*** Block opens ***

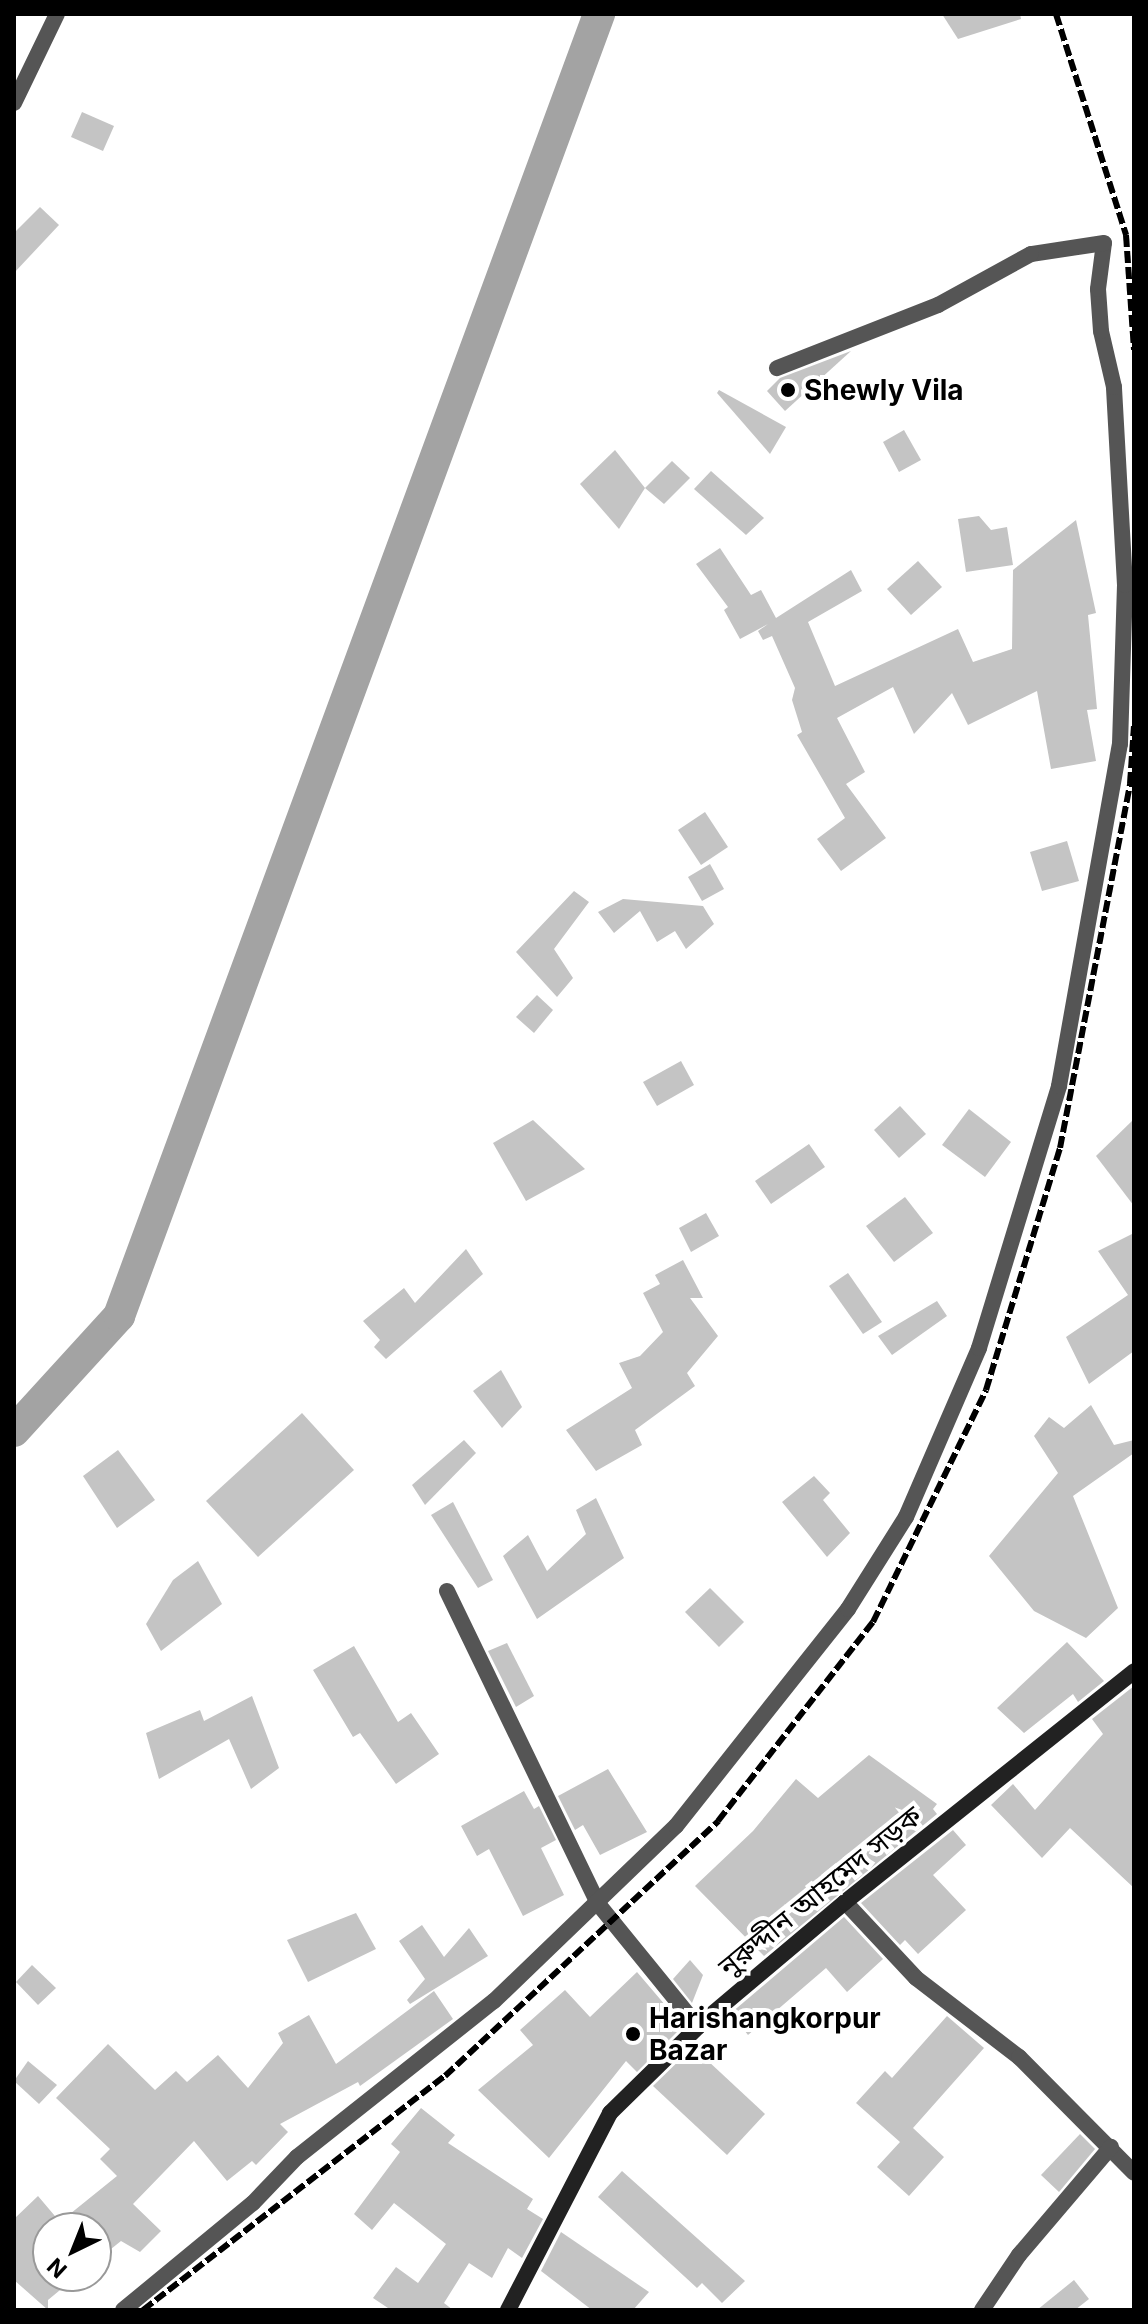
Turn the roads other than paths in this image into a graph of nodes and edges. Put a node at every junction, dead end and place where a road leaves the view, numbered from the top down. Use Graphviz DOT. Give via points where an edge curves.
graph roads {
  1 [pos="57,14"];
  2 [pos="14,103"];
  3 [pos="777,368"];
  4 [pos="447,1591"];
  5 [pos="1134,1671"];
  6 [pos="845,1902"];
  7 [pos="599,1905"];
  8 [pos="698,2027"];
  9 [pos="1111,2147"];
  10 [pos="1134,2173"];
  11 [pos="123,2310"];
  12 [pos="508,2310"];
  13 [pos="982,2310"];
  1 -- 2 [label="street"];
  3 -- 7 [label="street" via="938,305 1031,254 1104,243 1098,289 1114,387 1125,585 1120,744 1048,1129 979,1348 933,1459 906,1517 819,1649 676,1826"];
  4 -- 7 [label="street"];
  5 -- 6 [label="main road, নুরুদ্দীন আহমেদ সড়ক"];
  6 -- 8 [label="main road, নুরুদ্দীন আহমেদ সড়ক"];
  6 -- 9 [label="street" via="916,1978 1019,2057"];
  7 -- 8 [label="street"];
  7 -- 11 [label="street" via="441,2048 297,2157 243,2211"];
  8 -- 12 [label="main road, নুরুদ্দীন আহমেদ সড়ক" via="610,2113"];
  9 -- 10 [label="street"];
  9 -- 13 [label="street" via="1019,2255"];
}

*** Block closes ***

TASK BRIEF: Your reply should be the entries above, repeated exactly and free of pictures.

WRITTEN SOLUTION:
Turn the roads other than paths in this image into a graph of nodes and edges. Put a node at every junction, dead end and place where a road leaves the view, numbered from the top down. Use Graphviz DOT. Give via points where an edge curves.
graph roads {
  1 [pos="57,14"];
  2 [pos="14,103"];
  3 [pos="777,368"];
  4 [pos="447,1591"];
  5 [pos="1134,1671"];
  6 [pos="845,1902"];
  7 [pos="599,1905"];
  8 [pos="698,2027"];
  9 [pos="1111,2147"];
  10 [pos="1134,2173"];
  11 [pos="123,2310"];
  12 [pos="508,2310"];
  13 [pos="982,2310"];
  1 -- 2 [label="street"];
  3 -- 7 [label="street" via="938,305 1031,254 1104,243 1098,289 1114,387 1125,585 1120,744 1048,1129 979,1348 933,1459 906,1517 819,1649 676,1826"];
  4 -- 7 [label="street"];
  5 -- 6 [label="main road, নুরুদ্দীন আহমেদ সড়ক"];
  6 -- 8 [label="main road, নুরুদ্দীন আহমেদ সড়ক"];
  6 -- 9 [label="street" via="916,1978 1019,2057"];
  7 -- 8 [label="street"];
  7 -- 11 [label="street" via="441,2048 297,2157 243,2211"];
  8 -- 12 [label="main road, নুরুদ্দীন আহমেদ সড়ক" via="610,2113"];
  9 -- 10 [label="street"];
  9 -- 13 [label="street" via="1019,2255"];
}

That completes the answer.